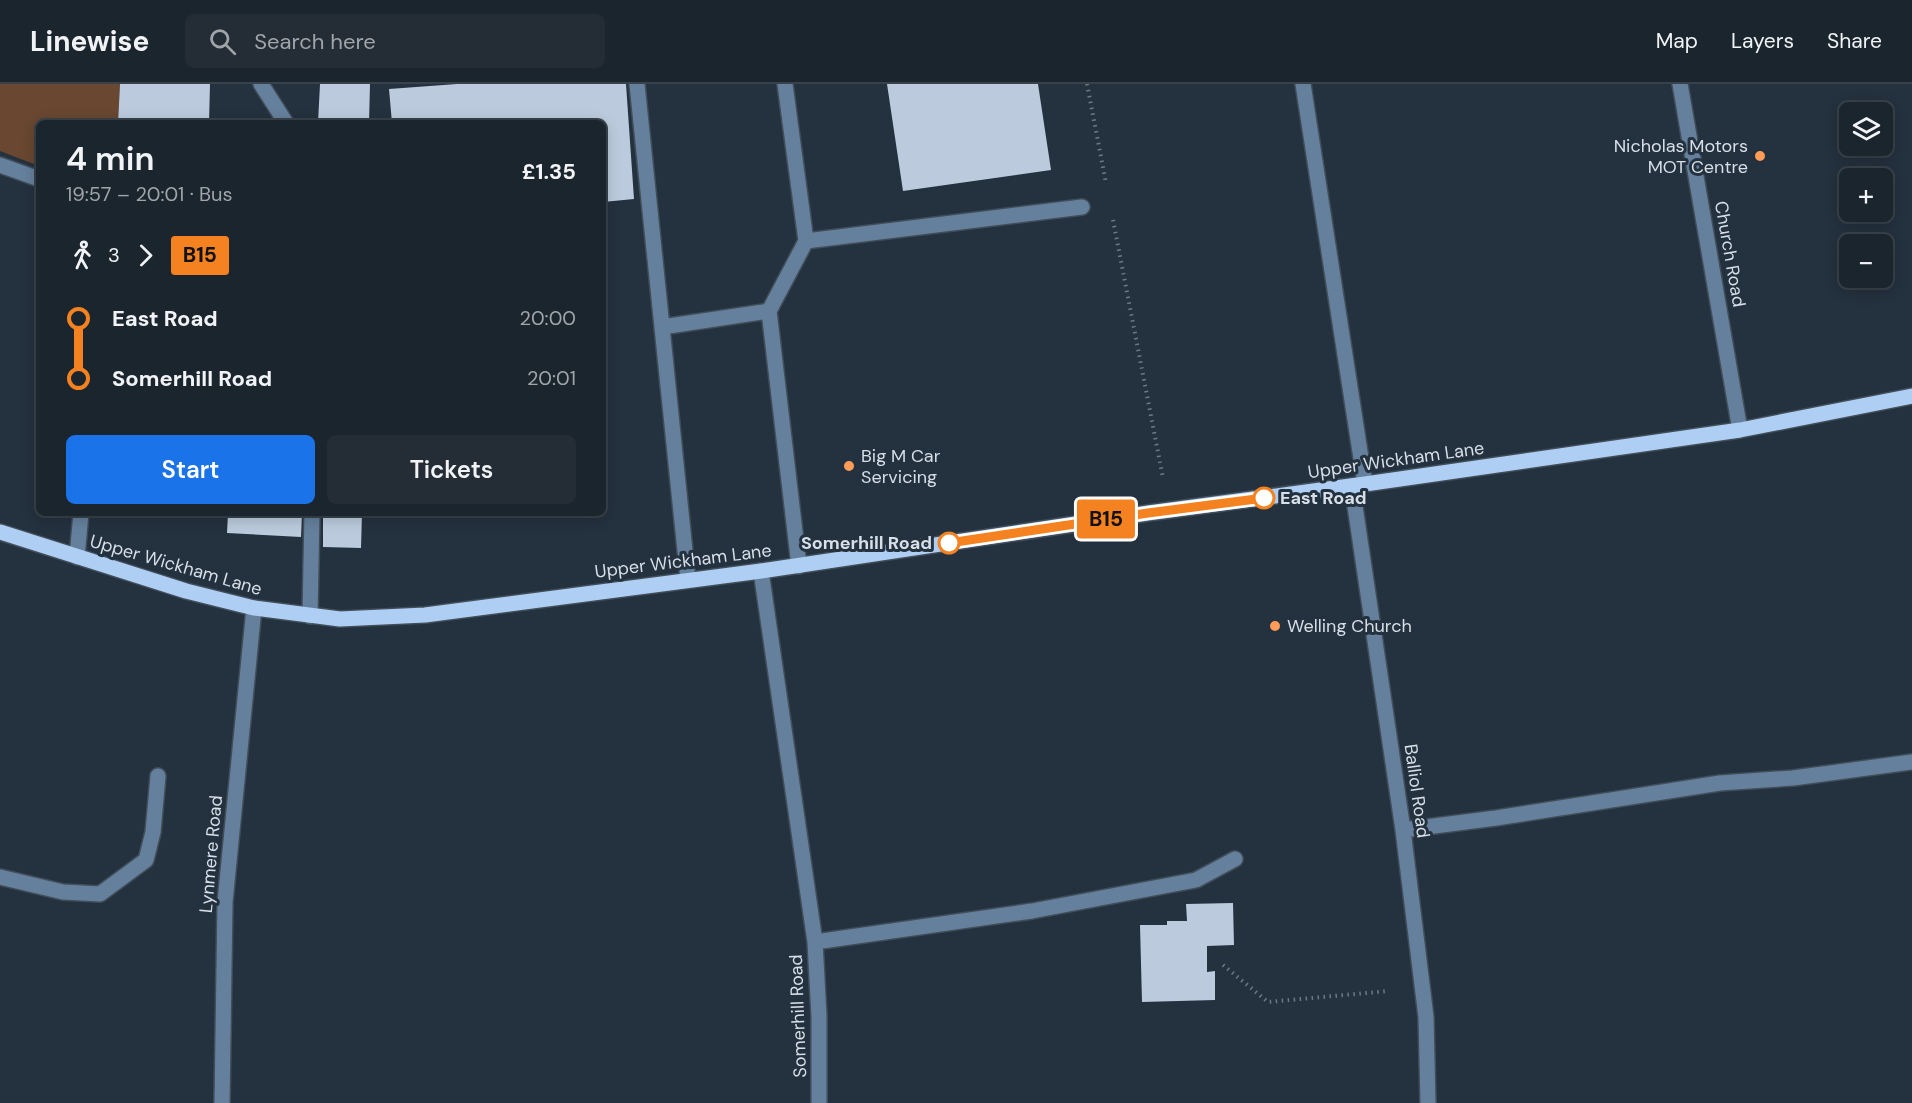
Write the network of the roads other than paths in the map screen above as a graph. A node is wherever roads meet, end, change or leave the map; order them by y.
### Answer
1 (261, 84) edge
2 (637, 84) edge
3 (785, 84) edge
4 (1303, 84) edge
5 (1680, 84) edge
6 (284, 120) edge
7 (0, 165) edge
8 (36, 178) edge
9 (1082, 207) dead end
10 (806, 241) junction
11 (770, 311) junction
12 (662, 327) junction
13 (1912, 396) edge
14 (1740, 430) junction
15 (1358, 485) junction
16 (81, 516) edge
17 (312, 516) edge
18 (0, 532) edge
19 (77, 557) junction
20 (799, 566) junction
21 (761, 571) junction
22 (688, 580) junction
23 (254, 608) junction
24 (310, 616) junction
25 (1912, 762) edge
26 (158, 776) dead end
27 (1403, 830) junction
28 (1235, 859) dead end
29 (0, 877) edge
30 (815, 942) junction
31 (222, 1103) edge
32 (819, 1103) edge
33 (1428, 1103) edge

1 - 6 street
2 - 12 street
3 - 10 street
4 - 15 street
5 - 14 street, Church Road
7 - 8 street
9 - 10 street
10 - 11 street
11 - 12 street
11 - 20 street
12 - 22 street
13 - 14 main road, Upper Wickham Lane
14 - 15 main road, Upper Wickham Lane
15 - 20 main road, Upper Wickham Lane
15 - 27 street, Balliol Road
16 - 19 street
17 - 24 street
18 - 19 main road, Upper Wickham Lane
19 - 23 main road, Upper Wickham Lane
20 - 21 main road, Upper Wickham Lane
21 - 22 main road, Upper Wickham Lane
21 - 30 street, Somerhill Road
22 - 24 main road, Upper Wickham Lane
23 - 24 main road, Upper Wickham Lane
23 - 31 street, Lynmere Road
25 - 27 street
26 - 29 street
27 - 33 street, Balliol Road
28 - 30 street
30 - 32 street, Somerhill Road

····················

When you copy the data, keep every line exact and drop the pictures.

RESULT FOR THIS TASK ▸
Write the network of the roads other than paths in the map screen above as a graph. A node is wherever roads meet, end, change or leave the map; order them by y.
### Answer
1 (261, 84) edge
2 (637, 84) edge
3 (785, 84) edge
4 (1303, 84) edge
5 (1680, 84) edge
6 (284, 120) edge
7 (0, 165) edge
8 (36, 178) edge
9 (1082, 207) dead end
10 (806, 241) junction
11 (770, 311) junction
12 (662, 327) junction
13 (1912, 396) edge
14 (1740, 430) junction
15 (1358, 485) junction
16 (81, 516) edge
17 (312, 516) edge
18 (0, 532) edge
19 (77, 557) junction
20 (799, 566) junction
21 (761, 571) junction
22 (688, 580) junction
23 (254, 608) junction
24 (310, 616) junction
25 (1912, 762) edge
26 (158, 776) dead end
27 (1403, 830) junction
28 (1235, 859) dead end
29 (0, 877) edge
30 (815, 942) junction
31 (222, 1103) edge
32 (819, 1103) edge
33 (1428, 1103) edge

1 - 6 street
2 - 12 street
3 - 10 street
4 - 15 street
5 - 14 street, Church Road
7 - 8 street
9 - 10 street
10 - 11 street
11 - 12 street
11 - 20 street
12 - 22 street
13 - 14 main road, Upper Wickham Lane
14 - 15 main road, Upper Wickham Lane
15 - 20 main road, Upper Wickham Lane
15 - 27 street, Balliol Road
16 - 19 street
17 - 24 street
18 - 19 main road, Upper Wickham Lane
19 - 23 main road, Upper Wickham Lane
20 - 21 main road, Upper Wickham Lane
21 - 22 main road, Upper Wickham Lane
21 - 30 street, Somerhill Road
22 - 24 main road, Upper Wickham Lane
23 - 24 main road, Upper Wickham Lane
23 - 31 street, Lynmere Road
25 - 27 street
26 - 29 street
27 - 33 street, Balliol Road
28 - 30 street
30 - 32 street, Somerhill Road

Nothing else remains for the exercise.